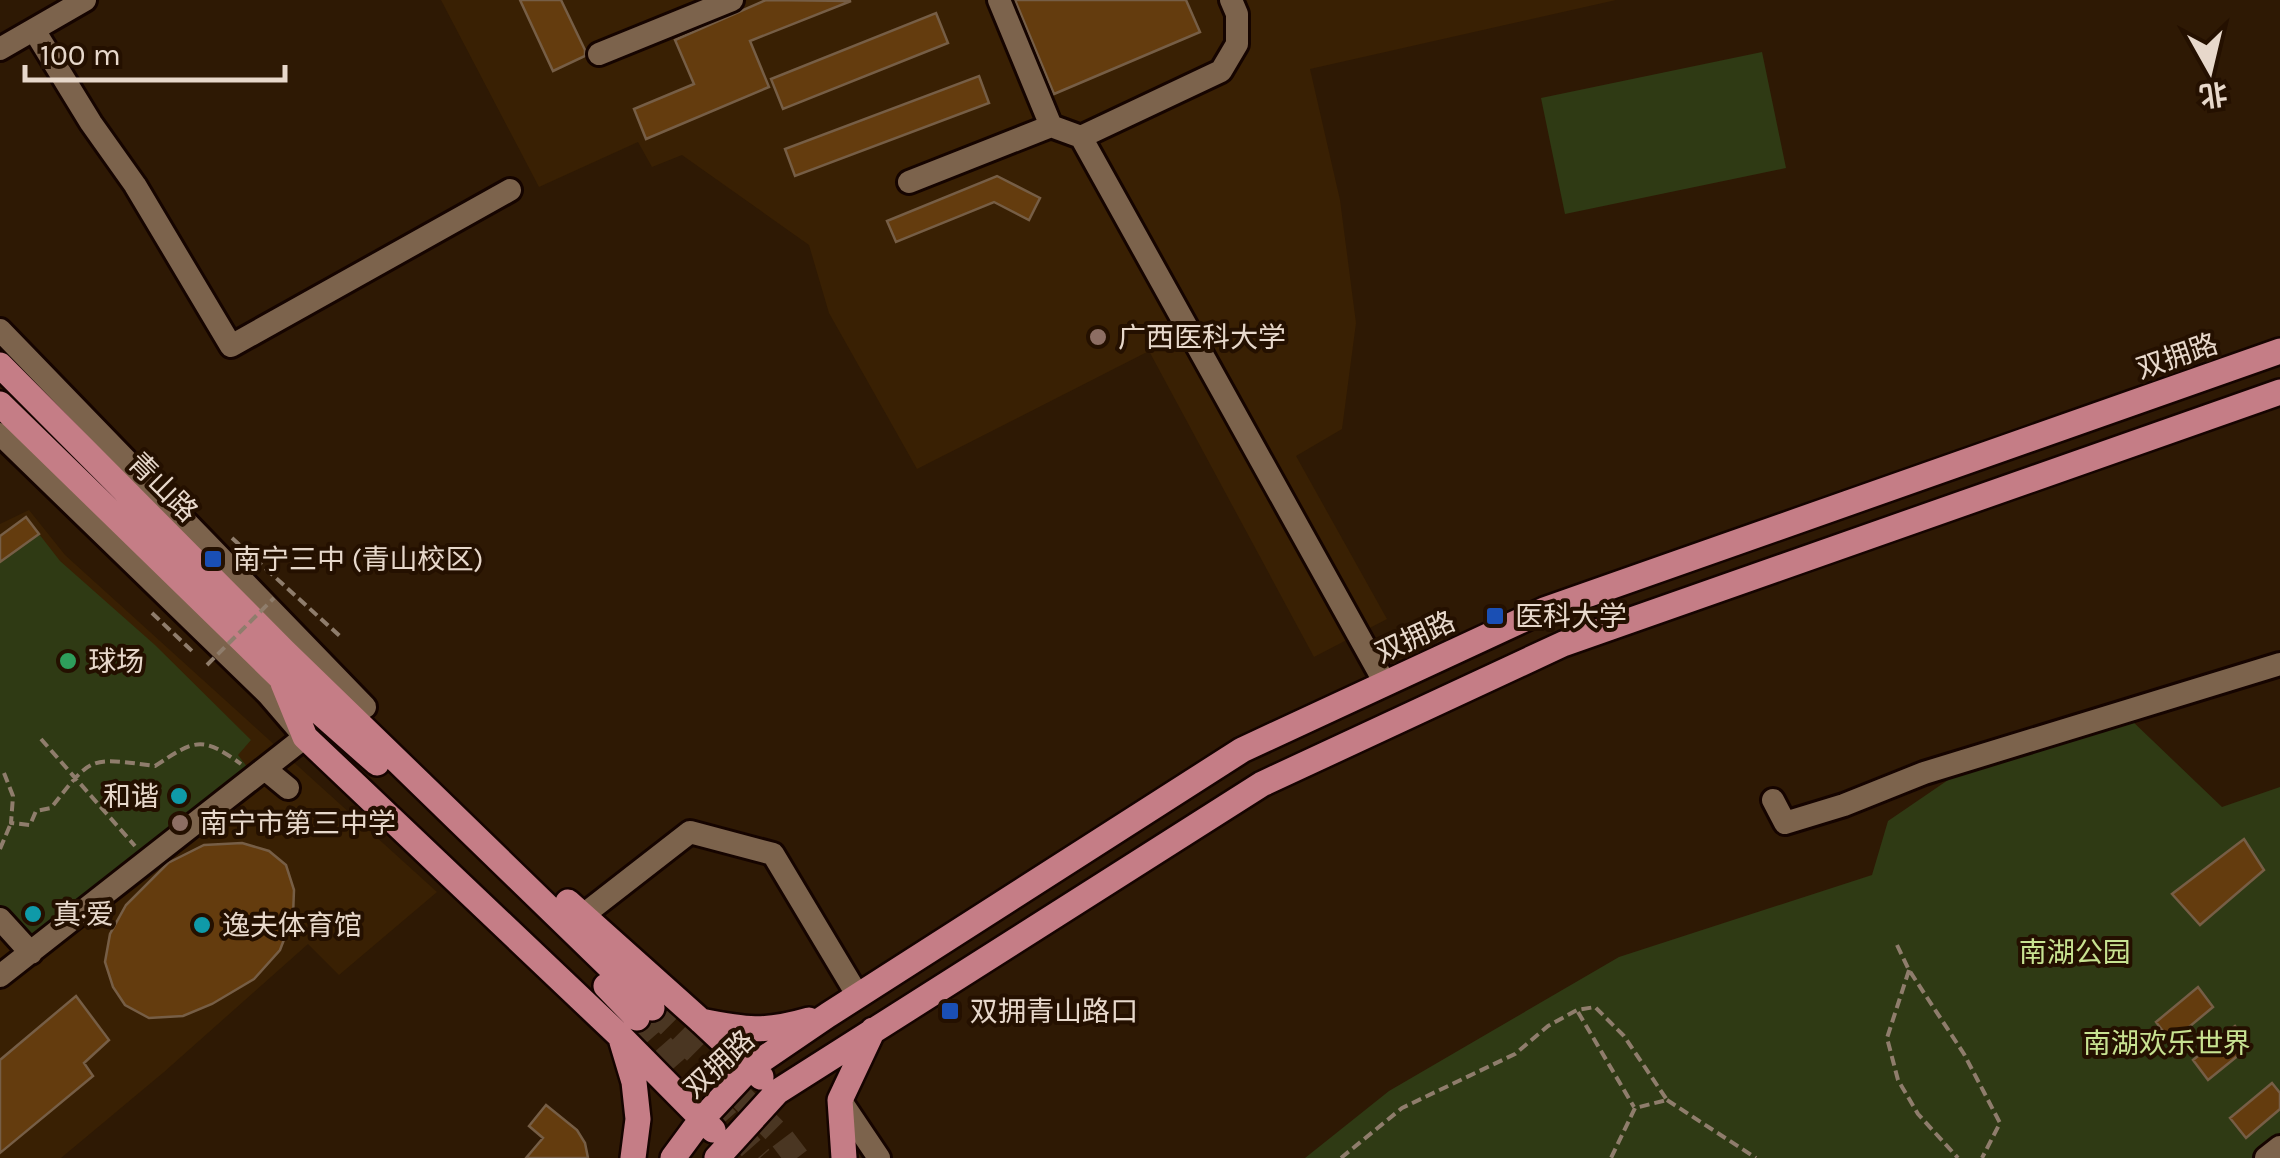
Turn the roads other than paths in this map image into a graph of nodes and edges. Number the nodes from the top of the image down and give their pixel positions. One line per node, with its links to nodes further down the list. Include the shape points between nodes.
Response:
1 (86, 0): 5 (street)
2 (732, 0): 7 (street)
3 (998, 0): 8 (street)
4 (1231, 0): 9 (street, via 1237,44 1221,72)
5 (34, 30): 6 (street); 11 (street, via 231,346)
6 (0, 49)
7 (599, 54)
8 (1050, 126): 9 (street); 10 (street)
9 (1080, 137): 21 (street)
10 (908, 182)
11 (510, 190)
12 (0, 330): 22 (street)
13 (2280, 351): 21 (main road, 双拥路, via 1544,610)
14 (0, 365): 18 (main road, 青山路)
15 (2280, 392): 35 (main road, via 1563,644 1262,784)
16 (0, 404): 20 (main road, 青山路)
17 (0, 434): 23 (street)
18 (284, 651): 22 (main road); 34 (main road)
19 (2280, 664): 26 (street, via 1924,773 1785,823)
20 (282, 679): 23 (main road); 34 (main road, 青山路, via 527,903)
21 (1386, 683): 31 (main road, 双拥路, via 1242,750)
22 (365, 708): 27 (main road)
23 (305, 737): 24 (street); 34 (main road)
24 (261, 772): 25 (street); 29 (street)
25 (288, 788)
26 (1773, 800)
27 (582, 916): 31 (street, via 690,832 774,854); 33 (main road)
28 (0, 919): 29 (street)
29 (31, 954): 30 (street)
30 (0, 976)
31 (858, 996): 32 (main road, 双拥路)
32 (828, 1015): 33 (main road, via 757,1031); 36 (main road, 双拥路)
33 (701, 1020): 36 (main road)
34 (637, 1021): 39 (main road); 42 (main road)
35 (873, 1029): 37 (main road); 38 (main road)
36 (750, 1068): 37 (main road); 39 (main road, 双拥路)
37 (777, 1092): 41 (main road)
38 (840, 1100): 44 (main road); 45 (street)
39 (701, 1120): 41 (main road); 43 (main road, 双拥路)
40 (2280, 1147): 46 (street)
41 (722, 1151)
42 (633, 1158)
43 (673, 1158)
44 (844, 1158)
45 (878, 1158)
46 (2266, 1158)

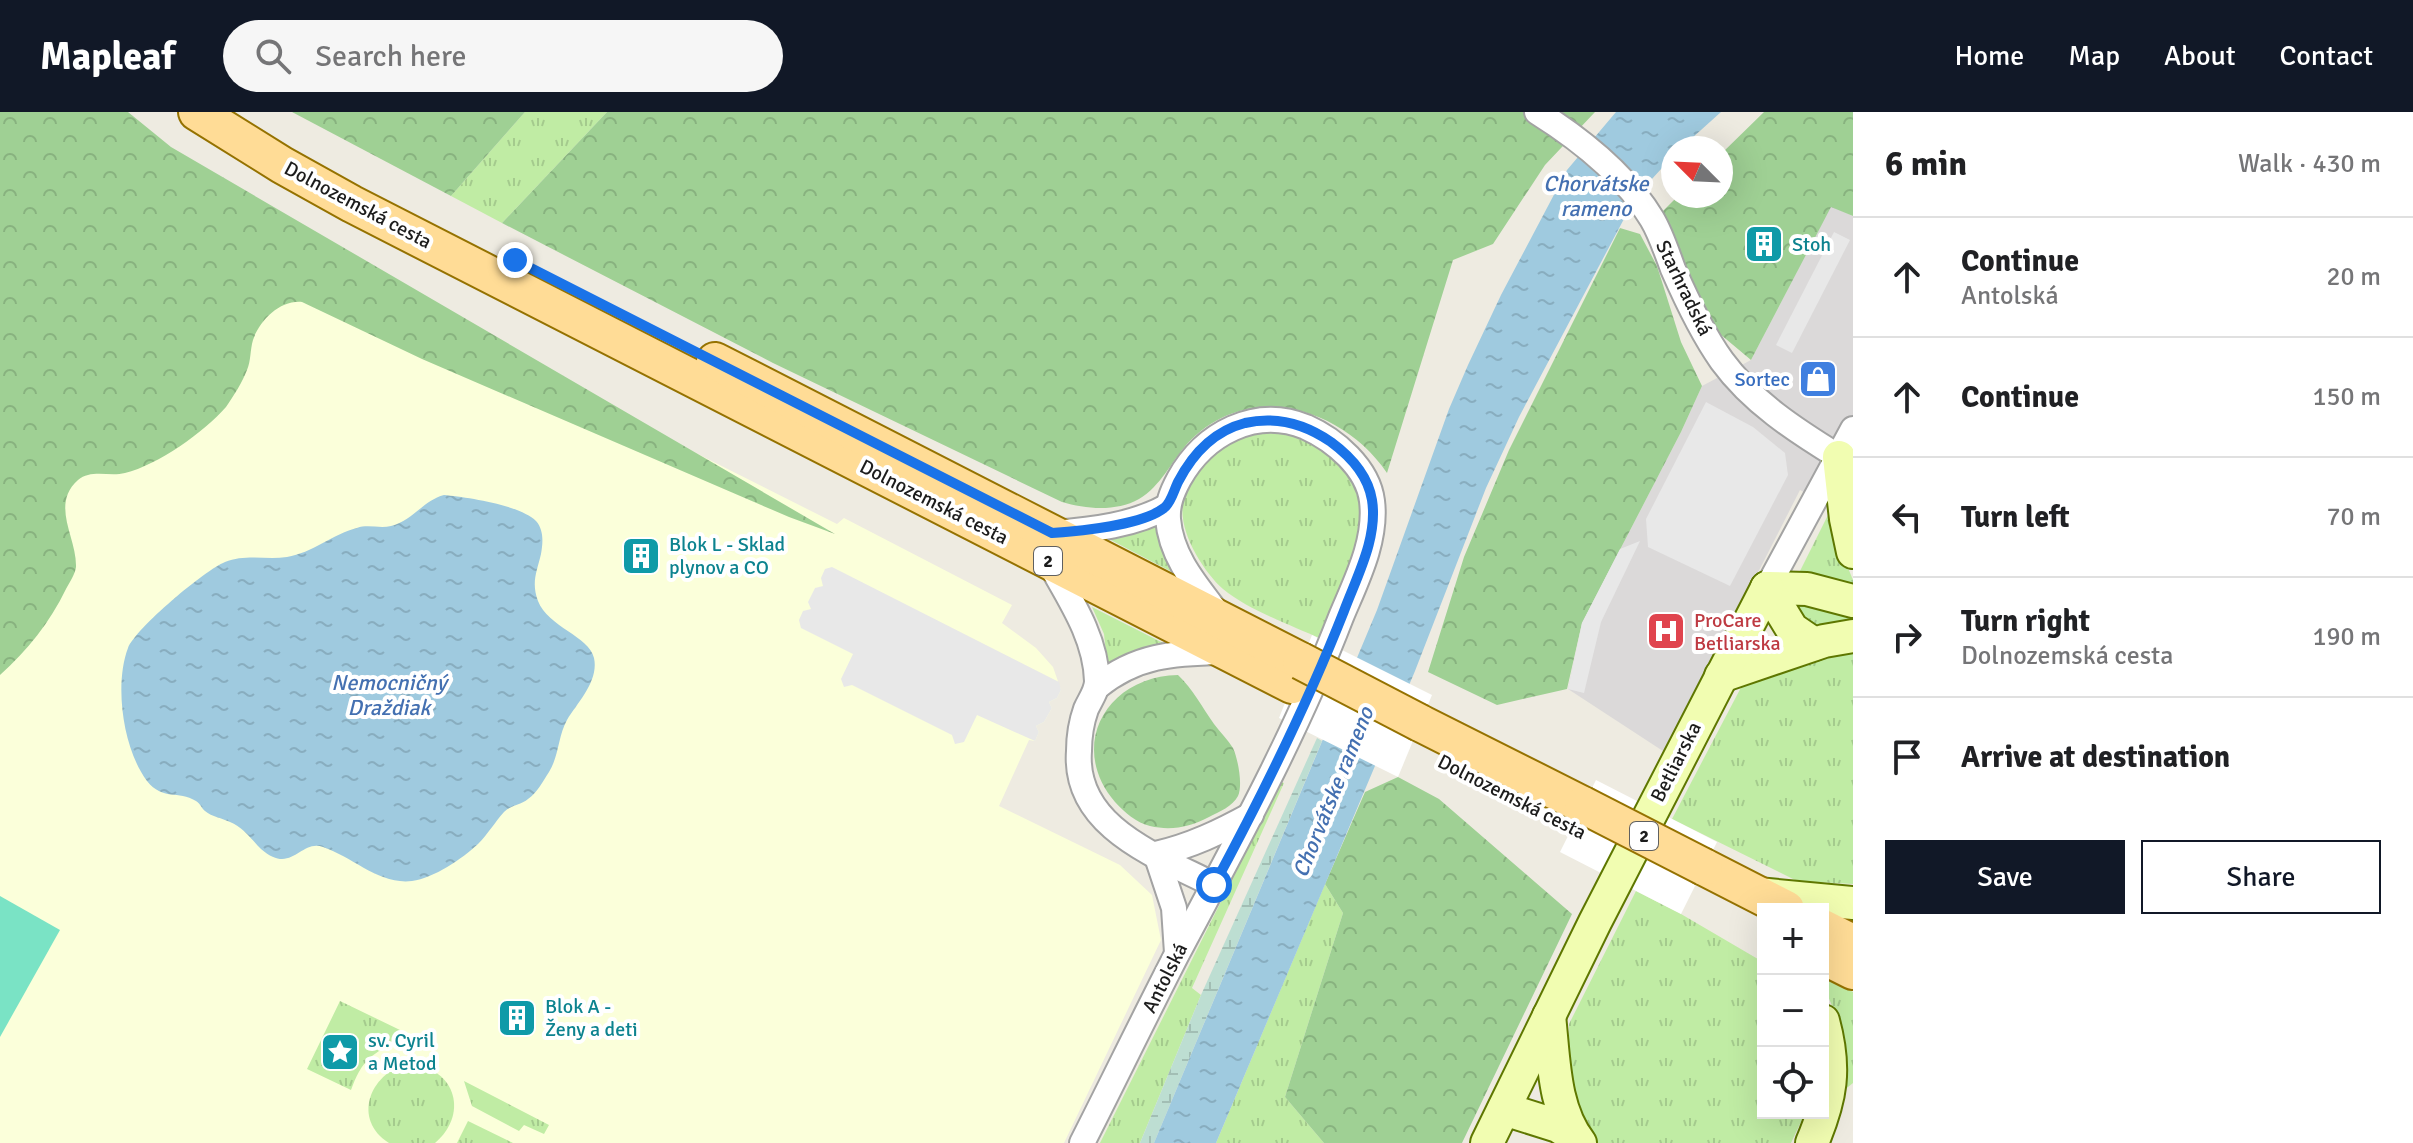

▶ Exercise objective
What you output should match the records line for line, minus the pictures.

▶ Result of this task
Turn the roads other than paths in this map image into a graph of nodes and edges. Number the nodes from the top of the image down and give their pixel positions. One line per node, with its links to nodes further down the list. Include the shape points between nodes.
Response:
1 (86, 0): 5 (street)
2 (732, 0): 7 (street)
3 (998, 0): 8 (street)
4 (1231, 0): 9 (street, via 1237,44 1221,72)
5 (34, 30): 6 (street); 11 (street, via 231,346)
6 (0, 49)
7 (599, 54)
8 (1050, 126): 9 (street); 10 (street)
9 (1080, 137): 21 (street)
10 (908, 182)
11 (510, 190)
12 (0, 330): 22 (street)
13 (2280, 351): 21 (main road, 双拥路, via 1544,610)
14 (0, 365): 18 (main road, 青山路)
15 (2280, 392): 35 (main road, via 1563,644 1262,784)
16 (0, 404): 20 (main road, 青山路)
17 (0, 434): 23 (street)
18 (284, 651): 22 (main road); 34 (main road)
19 (2280, 664): 26 (street, via 1924,773 1785,823)
20 (282, 679): 23 (main road); 34 (main road, 青山路, via 527,903)
21 (1386, 683): 31 (main road, 双拥路, via 1242,750)
22 (365, 708): 27 (main road)
23 (305, 737): 24 (street); 34 (main road)
24 (261, 772): 25 (street); 29 (street)
25 (288, 788)
26 (1773, 800)
27 (582, 916): 31 (street, via 690,832 774,854); 33 (main road)
28 (0, 919): 29 (street)
29 (31, 954): 30 (street)
30 (0, 976)
31 (858, 996): 32 (main road, 双拥路)
32 (828, 1015): 33 (main road, via 757,1031); 36 (main road, 双拥路)
33 (701, 1020): 36 (main road)
34 (637, 1021): 39 (main road); 42 (main road)
35 (873, 1029): 37 (main road); 38 (main road)
36 (750, 1068): 37 (main road); 39 (main road, 双拥路)
37 (777, 1092): 41 (main road)
38 (840, 1100): 44 (main road); 45 (street)
39 (701, 1120): 41 (main road); 43 (main road, 双拥路)
40 (2280, 1147): 46 (street)
41 (722, 1151)
42 (633, 1158)
43 (673, 1158)
44 (844, 1158)
45 (878, 1158)
46 (2266, 1158)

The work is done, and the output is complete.